··· Dataset content ···
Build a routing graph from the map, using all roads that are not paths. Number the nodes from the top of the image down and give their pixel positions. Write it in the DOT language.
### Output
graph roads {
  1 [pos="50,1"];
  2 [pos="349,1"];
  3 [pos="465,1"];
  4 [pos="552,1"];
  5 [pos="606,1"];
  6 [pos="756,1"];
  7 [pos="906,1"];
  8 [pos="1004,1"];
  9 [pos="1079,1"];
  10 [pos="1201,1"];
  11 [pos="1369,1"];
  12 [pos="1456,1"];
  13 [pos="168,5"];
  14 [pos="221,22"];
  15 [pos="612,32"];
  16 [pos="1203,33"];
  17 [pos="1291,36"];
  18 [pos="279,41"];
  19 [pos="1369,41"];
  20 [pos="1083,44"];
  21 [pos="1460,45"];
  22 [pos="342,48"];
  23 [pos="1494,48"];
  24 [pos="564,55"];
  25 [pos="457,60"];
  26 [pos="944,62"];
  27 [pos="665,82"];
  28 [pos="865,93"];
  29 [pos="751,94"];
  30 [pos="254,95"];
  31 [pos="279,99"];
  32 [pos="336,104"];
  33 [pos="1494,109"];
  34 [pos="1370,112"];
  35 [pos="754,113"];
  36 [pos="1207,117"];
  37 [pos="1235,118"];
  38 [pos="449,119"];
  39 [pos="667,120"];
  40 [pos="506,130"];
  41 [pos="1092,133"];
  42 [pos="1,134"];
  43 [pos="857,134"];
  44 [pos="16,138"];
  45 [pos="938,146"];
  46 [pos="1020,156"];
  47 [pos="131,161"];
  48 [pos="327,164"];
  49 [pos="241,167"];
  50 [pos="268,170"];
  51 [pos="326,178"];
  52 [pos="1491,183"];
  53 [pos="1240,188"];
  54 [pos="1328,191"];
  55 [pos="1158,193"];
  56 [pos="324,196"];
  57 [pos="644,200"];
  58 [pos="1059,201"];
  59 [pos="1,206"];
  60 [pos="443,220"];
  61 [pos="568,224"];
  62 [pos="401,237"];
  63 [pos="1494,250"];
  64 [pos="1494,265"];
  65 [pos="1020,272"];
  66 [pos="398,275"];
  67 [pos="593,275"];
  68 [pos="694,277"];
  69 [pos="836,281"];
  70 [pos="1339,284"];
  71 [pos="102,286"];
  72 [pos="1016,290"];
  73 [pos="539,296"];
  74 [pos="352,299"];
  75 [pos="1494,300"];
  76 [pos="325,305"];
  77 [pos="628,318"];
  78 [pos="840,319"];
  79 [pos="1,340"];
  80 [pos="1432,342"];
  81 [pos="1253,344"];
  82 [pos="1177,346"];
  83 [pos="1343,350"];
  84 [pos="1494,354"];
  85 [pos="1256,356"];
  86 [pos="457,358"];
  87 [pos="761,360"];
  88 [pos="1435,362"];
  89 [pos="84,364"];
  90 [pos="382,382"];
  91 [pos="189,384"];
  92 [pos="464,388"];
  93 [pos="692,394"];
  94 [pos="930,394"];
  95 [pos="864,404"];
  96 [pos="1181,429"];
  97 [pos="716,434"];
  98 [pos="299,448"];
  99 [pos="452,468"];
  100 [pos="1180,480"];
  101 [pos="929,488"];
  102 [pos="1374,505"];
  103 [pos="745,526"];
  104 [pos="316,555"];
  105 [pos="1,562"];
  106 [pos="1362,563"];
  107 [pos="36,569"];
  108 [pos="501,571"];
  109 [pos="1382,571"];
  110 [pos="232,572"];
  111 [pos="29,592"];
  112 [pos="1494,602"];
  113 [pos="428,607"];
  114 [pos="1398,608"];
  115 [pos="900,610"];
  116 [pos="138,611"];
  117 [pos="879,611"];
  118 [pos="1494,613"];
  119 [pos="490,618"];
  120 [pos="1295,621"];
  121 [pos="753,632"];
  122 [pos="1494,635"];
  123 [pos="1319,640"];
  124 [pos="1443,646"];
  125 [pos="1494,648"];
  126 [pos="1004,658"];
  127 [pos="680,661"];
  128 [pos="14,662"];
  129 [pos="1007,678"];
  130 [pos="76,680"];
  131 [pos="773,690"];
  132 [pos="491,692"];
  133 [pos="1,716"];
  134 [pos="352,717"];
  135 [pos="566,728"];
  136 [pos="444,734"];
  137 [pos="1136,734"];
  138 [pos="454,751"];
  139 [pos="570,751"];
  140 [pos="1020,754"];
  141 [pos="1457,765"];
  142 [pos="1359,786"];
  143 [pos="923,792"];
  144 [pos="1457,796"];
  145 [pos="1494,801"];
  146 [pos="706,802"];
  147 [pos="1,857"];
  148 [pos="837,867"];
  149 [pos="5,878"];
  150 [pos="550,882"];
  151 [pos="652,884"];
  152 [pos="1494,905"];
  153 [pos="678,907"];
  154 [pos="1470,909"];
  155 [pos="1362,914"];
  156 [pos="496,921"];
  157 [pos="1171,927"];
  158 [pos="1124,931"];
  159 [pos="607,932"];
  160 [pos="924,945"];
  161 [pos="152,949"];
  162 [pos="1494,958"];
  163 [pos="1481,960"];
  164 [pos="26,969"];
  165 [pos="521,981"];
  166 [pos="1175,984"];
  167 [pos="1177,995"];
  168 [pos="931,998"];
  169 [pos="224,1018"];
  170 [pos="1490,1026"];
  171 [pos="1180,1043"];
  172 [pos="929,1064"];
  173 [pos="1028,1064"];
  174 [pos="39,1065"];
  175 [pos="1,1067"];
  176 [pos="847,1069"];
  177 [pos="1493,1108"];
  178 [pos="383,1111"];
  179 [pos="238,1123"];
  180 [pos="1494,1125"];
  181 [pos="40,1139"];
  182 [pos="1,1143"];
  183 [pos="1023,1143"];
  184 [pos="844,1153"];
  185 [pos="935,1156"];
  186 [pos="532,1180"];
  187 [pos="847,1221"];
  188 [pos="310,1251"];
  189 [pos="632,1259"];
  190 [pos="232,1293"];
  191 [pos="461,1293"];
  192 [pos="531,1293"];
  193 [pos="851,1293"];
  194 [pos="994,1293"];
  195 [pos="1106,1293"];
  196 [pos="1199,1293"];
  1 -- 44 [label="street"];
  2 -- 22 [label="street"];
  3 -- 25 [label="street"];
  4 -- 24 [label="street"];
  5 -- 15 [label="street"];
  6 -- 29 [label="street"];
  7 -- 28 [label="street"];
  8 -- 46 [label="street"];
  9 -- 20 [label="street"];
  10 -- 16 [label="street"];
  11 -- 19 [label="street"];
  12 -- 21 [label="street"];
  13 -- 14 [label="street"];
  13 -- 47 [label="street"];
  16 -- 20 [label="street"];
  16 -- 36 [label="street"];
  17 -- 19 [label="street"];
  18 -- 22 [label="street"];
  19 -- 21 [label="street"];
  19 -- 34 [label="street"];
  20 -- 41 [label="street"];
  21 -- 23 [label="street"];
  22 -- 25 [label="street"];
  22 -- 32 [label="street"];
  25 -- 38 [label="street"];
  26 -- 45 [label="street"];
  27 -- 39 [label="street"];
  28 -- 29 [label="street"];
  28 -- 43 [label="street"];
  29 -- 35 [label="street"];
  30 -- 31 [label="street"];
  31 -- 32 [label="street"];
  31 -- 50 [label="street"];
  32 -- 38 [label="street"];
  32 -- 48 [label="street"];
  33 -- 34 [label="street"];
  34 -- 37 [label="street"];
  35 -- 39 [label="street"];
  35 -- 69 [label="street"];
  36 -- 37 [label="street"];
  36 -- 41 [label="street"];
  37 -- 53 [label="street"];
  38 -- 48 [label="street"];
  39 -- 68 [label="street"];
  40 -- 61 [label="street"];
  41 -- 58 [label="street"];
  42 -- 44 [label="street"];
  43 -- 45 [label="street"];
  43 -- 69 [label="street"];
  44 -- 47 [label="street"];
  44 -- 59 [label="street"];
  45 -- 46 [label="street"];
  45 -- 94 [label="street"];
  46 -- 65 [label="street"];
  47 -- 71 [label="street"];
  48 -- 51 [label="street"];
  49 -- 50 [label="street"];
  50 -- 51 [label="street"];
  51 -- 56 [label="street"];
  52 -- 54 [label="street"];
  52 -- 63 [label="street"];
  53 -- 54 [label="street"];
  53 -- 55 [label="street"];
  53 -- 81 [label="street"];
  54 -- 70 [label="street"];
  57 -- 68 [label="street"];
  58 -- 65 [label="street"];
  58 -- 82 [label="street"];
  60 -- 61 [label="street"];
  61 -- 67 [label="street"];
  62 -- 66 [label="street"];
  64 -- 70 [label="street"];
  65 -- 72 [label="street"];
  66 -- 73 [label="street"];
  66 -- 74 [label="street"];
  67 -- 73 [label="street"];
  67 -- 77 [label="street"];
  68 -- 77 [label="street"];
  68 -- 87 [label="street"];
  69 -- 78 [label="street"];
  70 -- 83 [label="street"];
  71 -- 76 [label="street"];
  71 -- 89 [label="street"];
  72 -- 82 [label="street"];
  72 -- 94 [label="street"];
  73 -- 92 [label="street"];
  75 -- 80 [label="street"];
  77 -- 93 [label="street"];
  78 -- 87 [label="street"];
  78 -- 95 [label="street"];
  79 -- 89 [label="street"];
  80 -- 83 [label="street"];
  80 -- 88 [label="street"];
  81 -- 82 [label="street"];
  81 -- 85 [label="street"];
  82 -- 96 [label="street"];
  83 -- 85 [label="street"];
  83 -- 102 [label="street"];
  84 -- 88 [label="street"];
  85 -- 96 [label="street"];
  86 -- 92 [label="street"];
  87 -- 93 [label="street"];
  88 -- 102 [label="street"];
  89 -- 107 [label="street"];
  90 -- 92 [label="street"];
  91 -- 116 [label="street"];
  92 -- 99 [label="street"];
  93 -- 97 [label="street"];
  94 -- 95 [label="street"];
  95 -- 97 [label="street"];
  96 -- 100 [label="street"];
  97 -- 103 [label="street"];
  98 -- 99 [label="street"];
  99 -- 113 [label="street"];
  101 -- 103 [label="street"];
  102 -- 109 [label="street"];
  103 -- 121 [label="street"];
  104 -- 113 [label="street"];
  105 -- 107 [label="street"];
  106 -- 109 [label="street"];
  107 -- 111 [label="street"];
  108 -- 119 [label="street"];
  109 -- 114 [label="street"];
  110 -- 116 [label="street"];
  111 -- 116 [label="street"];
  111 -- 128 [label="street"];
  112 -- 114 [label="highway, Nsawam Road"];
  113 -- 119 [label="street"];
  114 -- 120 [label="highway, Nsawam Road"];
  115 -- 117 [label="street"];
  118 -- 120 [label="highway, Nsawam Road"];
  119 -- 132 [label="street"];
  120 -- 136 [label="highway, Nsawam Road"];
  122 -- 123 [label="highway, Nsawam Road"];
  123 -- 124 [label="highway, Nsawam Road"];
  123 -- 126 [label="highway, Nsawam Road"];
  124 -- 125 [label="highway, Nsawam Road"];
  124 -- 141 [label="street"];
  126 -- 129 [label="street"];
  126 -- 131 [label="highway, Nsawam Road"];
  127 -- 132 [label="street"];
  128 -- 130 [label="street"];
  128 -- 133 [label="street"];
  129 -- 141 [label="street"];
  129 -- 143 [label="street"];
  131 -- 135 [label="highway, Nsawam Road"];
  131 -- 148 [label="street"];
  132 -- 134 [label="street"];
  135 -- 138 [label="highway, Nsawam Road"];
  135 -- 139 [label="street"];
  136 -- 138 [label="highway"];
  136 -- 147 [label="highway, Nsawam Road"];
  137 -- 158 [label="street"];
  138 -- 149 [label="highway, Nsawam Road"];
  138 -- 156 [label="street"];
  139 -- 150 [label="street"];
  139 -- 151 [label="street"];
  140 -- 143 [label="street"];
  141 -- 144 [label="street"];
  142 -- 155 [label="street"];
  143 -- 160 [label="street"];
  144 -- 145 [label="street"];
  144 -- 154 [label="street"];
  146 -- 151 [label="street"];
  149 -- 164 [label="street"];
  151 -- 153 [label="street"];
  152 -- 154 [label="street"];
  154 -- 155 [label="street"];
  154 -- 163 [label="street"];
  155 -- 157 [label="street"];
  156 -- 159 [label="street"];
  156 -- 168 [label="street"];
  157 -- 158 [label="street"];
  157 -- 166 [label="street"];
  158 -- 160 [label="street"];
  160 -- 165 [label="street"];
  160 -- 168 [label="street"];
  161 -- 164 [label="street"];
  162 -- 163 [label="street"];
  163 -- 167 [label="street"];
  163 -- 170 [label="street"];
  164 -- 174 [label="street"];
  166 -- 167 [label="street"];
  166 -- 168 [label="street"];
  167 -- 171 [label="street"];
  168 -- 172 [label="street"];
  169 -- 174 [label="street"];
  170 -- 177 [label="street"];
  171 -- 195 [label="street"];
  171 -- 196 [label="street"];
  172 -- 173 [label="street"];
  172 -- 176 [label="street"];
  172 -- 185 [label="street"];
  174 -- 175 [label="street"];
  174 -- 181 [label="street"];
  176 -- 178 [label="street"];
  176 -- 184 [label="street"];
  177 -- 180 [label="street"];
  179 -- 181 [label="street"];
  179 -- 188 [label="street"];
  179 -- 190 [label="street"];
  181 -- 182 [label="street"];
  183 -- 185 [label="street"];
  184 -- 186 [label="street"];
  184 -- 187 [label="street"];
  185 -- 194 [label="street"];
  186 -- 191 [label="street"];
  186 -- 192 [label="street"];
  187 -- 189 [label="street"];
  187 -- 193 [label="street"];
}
···
What you will do
Return the lines above that include the string "roads".

Answer to this exercise
Build a routing graph from the map, using all roads that are not paths. Number the nodes from the top of the image down and give their pixel positions. Write it in the DOT language.
graph roads {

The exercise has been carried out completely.